(Exercise data)
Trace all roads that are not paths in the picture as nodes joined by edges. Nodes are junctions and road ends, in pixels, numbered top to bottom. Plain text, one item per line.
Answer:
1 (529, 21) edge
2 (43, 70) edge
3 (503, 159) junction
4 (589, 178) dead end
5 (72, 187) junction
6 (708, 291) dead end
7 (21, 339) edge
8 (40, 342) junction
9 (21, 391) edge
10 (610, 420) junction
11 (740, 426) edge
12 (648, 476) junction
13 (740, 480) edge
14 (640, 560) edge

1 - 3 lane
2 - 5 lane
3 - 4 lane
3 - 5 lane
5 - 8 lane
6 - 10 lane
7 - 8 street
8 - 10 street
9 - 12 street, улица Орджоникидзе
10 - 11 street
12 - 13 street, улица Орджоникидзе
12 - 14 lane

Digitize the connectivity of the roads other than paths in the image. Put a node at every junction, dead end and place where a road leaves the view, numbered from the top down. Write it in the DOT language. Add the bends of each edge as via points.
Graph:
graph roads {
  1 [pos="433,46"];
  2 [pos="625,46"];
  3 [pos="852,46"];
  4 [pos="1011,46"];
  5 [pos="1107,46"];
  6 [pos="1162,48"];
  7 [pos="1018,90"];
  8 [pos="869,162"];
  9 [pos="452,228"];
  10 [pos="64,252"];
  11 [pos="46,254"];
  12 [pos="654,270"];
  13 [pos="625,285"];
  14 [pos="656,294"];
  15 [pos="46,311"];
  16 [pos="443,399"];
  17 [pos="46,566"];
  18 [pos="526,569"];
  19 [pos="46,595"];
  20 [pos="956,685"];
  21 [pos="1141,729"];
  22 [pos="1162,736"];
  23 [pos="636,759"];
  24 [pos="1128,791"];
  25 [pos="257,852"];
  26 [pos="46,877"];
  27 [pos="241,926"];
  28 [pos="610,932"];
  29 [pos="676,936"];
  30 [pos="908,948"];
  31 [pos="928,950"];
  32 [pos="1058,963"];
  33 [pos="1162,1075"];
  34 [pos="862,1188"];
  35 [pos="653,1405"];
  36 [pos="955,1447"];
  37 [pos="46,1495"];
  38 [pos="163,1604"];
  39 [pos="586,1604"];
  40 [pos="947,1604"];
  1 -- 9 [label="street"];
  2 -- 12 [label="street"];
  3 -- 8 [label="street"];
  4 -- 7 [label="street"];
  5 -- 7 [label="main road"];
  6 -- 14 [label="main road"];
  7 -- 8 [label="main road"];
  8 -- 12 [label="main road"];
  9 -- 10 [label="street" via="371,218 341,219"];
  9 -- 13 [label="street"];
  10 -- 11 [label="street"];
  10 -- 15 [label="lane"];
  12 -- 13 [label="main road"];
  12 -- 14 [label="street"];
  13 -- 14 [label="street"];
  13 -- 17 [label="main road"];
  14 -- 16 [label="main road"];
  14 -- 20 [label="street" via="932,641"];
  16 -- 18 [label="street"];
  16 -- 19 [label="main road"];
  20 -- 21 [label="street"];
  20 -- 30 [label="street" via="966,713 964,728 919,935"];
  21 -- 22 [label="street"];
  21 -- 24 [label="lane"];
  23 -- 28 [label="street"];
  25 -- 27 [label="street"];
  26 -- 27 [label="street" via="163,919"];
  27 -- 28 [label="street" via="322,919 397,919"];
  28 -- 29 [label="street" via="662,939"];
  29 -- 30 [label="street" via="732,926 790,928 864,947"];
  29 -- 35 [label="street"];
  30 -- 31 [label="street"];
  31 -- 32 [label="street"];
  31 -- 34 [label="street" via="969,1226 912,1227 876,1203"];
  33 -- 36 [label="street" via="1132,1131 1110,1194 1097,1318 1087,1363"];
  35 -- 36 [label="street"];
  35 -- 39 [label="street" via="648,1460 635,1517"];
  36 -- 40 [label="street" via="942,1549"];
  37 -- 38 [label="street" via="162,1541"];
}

(What is needed)
State how many lines in the data include the string "dead". Nothing else belongs in the reply.

(Task solution)
3